Stored data
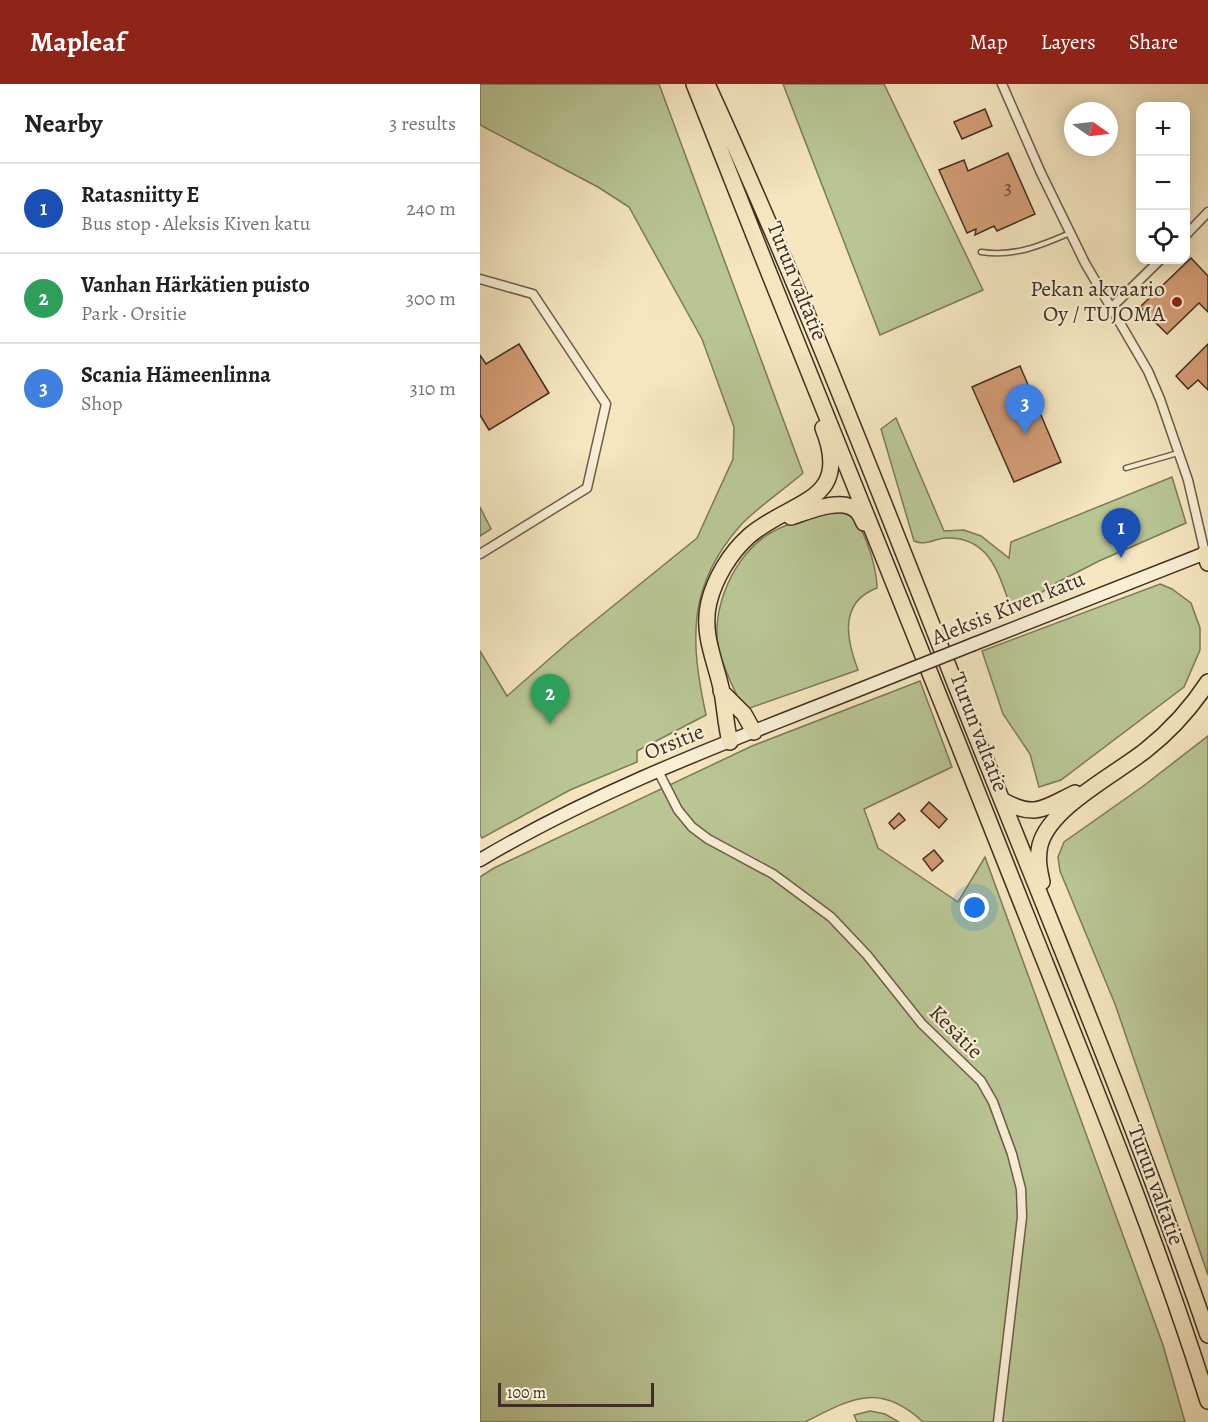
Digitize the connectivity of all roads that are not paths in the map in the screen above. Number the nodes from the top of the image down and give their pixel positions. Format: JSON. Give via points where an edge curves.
{"nodes":[{"id":1,"x":694,"y":84,"type":"edge"},
{"id":2,"x":707,"y":84,"type":"edge"},
{"id":3,"x":1002,"y":84,"type":"edge"},
{"id":4,"x":1208,"y":212,"type":"edge"},
{"id":5,"x":1190,"y":230,"type":"edge"},
{"id":6,"x":1070,"y":233,"type":"junction"},
{"id":7,"x":757,"y":242,"type":"junction"},
{"id":8,"x":981,"y":252,"type":"dead end"},
{"id":9,"x":1156,"y":264,"type":"edge"},
{"id":10,"x":480,"y":279,"type":"edge"},
{"id":11,"x":1111,"y":308,"type":"junction"},
{"id":12,"x":1178,"y":453,"type":"junction"},
{"id":13,"x":1126,"y":468,"type":"dead end"},
{"id":14,"x":762,"y":526,"type":"junction"},
{"id":15,"x":480,"y":554,"type":"edge"},
{"id":16,"x":1207,"y":556,"type":"edge"},
{"id":17,"x":911,"y":621,"type":"junction"},
{"id":18,"x":891,"y":677,"type":"joint"},
{"id":19,"x":1208,"y":682,"type":"edge"},
{"id":20,"x":721,"y":691,"type":"junction"},
{"id":21,"x":754,"y":732,"type":"junction"},
{"id":22,"x":730,"y":742,"type":"junction"},
{"id":23,"x":658,"y":771,"type":"junction"},
{"id":24,"x":1105,"y":779,"type":"junction"},
{"id":25,"x":1002,"y":800,"type":"junction"},
{"id":26,"x":480,"y":860,"type":"edge"},
{"id":27,"x":1054,"y":928,"type":"junction"},
{"id":28,"x":1208,"y":1335,"type":"edge"},
{"id":29,"x":1208,"y":1401,"type":"edge"},
{"id":30,"x":998,"y":1422,"type":"edge"}],
"edges":[{"from":1,"to":7,"type":"highway","name":"Turun valtatie"},
{"from":2,"to":25,"type":"highway","name":"Turun valtatie","via":[[796,289]]},
{"from":3,"to":6,"type":"street"},
{"from":4,"to":5,"type":"street"},
{"from":6,"to":8,"type":"lane","via":[[1021,252]]},
{"from":6,"to":11,"type":"street"},
{"from":7,"to":14,"type":"highway","via":[[779,320],[832,460],[829,479],[816,495]]},
{"from":7,"to":17,"type":"highway","name":"Turun valtatie"},
{"from":9,"to":11,"type":"street"},
{"from":10,"to":15,"type":"street","via":[[533,294],[606,404],[587,488]]},
{"from":11,"to":12,"type":"street","via":[[1148,371]]},
{"from":12,"to":13,"type":"lane"},
{"from":12,"to":16,"type":"street"},
{"from":14,"to":17,"type":"highway","via":[[836,504],[851,507],[869,532]]},
{"from":14,"to":20,"type":"highway","via":[[728,560],[709,602],[709,642]]},
{"from":16,"to":18,"type":"main road","name":"Aleksis Kiven katu","bridge":true},
{"from":17,"to":29,"type":"highway","name":"Turun valtatie","via":[[1107,1119]]},
{"from":18,"to":21,"type":"main road","name":"Orsitie"},
{"from":19,"to":24,"type":"highway","via":[[1192,706],[1146,750]]},
{"from":20,"to":21,"type":"highway","via":[[744,714]]},
{"from":20,"to":22,"type":"highway"},
{"from":21,"to":22,"type":"main road","name":"Orsitie"},
{"from":22,"to":23,"type":"main road","name":"Orsitie"},
{"from":23,"to":26,"type":"main road","name":"Orsitie"},
{"from":23,"to":30,"type":"street","name":"Kesätie","via":[[678,810],[692,827],[773,874],[831,917],[922,1024],[981,1081],[993,1102],[1021,1189],[1022,1217]]},
{"from":24,"to":25,"type":"highway","via":[[1041,810],[1023,810]]},
{"from":24,"to":27,"type":"highway","via":[[1051,823],[1040,844],[1038,865]]},
{"from":25,"to":27,"type":"highway","name":"Turun valtatie"},
{"from":27,"to":28,"type":"highway","name":"Turun valtatie"}]}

What you need to do. Any picture found in the data is to be skipped while the rest is copied exactly.

Answer below.
Digitize the connectivity of all roads that are not paths in the map in the screen above. Number the nodes from the top of the image down and give their pixel positions. Format: JSON. Give via points where an edge curves.
{"nodes":[{"id":1,"x":694,"y":84,"type":"edge"},
{"id":2,"x":707,"y":84,"type":"edge"},
{"id":3,"x":1002,"y":84,"type":"edge"},
{"id":4,"x":1208,"y":212,"type":"edge"},
{"id":5,"x":1190,"y":230,"type":"edge"},
{"id":6,"x":1070,"y":233,"type":"junction"},
{"id":7,"x":757,"y":242,"type":"junction"},
{"id":8,"x":981,"y":252,"type":"dead end"},
{"id":9,"x":1156,"y":264,"type":"edge"},
{"id":10,"x":480,"y":279,"type":"edge"},
{"id":11,"x":1111,"y":308,"type":"junction"},
{"id":12,"x":1178,"y":453,"type":"junction"},
{"id":13,"x":1126,"y":468,"type":"dead end"},
{"id":14,"x":762,"y":526,"type":"junction"},
{"id":15,"x":480,"y":554,"type":"edge"},
{"id":16,"x":1207,"y":556,"type":"edge"},
{"id":17,"x":911,"y":621,"type":"junction"},
{"id":18,"x":891,"y":677,"type":"joint"},
{"id":19,"x":1208,"y":682,"type":"edge"},
{"id":20,"x":721,"y":691,"type":"junction"},
{"id":21,"x":754,"y":732,"type":"junction"},
{"id":22,"x":730,"y":742,"type":"junction"},
{"id":23,"x":658,"y":771,"type":"junction"},
{"id":24,"x":1105,"y":779,"type":"junction"},
{"id":25,"x":1002,"y":800,"type":"junction"},
{"id":26,"x":480,"y":860,"type":"edge"},
{"id":27,"x":1054,"y":928,"type":"junction"},
{"id":28,"x":1208,"y":1335,"type":"edge"},
{"id":29,"x":1208,"y":1401,"type":"edge"},
{"id":30,"x":998,"y":1422,"type":"edge"}],
"edges":[{"from":1,"to":7,"type":"highway","name":"Turun valtatie"},
{"from":2,"to":25,"type":"highway","name":"Turun valtatie","via":[[796,289]]},
{"from":3,"to":6,"type":"street"},
{"from":4,"to":5,"type":"street"},
{"from":6,"to":8,"type":"lane","via":[[1021,252]]},
{"from":6,"to":11,"type":"street"},
{"from":7,"to":14,"type":"highway","via":[[779,320],[832,460],[829,479],[816,495]]},
{"from":7,"to":17,"type":"highway","name":"Turun valtatie"},
{"from":9,"to":11,"type":"street"},
{"from":10,"to":15,"type":"street","via":[[533,294],[606,404],[587,488]]},
{"from":11,"to":12,"type":"street","via":[[1148,371]]},
{"from":12,"to":13,"type":"lane"},
{"from":12,"to":16,"type":"street"},
{"from":14,"to":17,"type":"highway","via":[[836,504],[851,507],[869,532]]},
{"from":14,"to":20,"type":"highway","via":[[728,560],[709,602],[709,642]]},
{"from":16,"to":18,"type":"main road","name":"Aleksis Kiven katu","bridge":true},
{"from":17,"to":29,"type":"highway","name":"Turun valtatie","via":[[1107,1119]]},
{"from":18,"to":21,"type":"main road","name":"Orsitie"},
{"from":19,"to":24,"type":"highway","via":[[1192,706],[1146,750]]},
{"from":20,"to":21,"type":"highway","via":[[744,714]]},
{"from":20,"to":22,"type":"highway"},
{"from":21,"to":22,"type":"main road","name":"Orsitie"},
{"from":22,"to":23,"type":"main road","name":"Orsitie"},
{"from":23,"to":26,"type":"main road","name":"Orsitie"},
{"from":23,"to":30,"type":"street","name":"Kesätie","via":[[678,810],[692,827],[773,874],[831,917],[922,1024],[981,1081],[993,1102],[1021,1189],[1022,1217]]},
{"from":24,"to":25,"type":"highway","via":[[1041,810],[1023,810]]},
{"from":24,"to":27,"type":"highway","via":[[1051,823],[1040,844],[1038,865]]},
{"from":25,"to":27,"type":"highway","name":"Turun valtatie"},
{"from":27,"to":28,"type":"highway","name":"Turun valtatie"}]}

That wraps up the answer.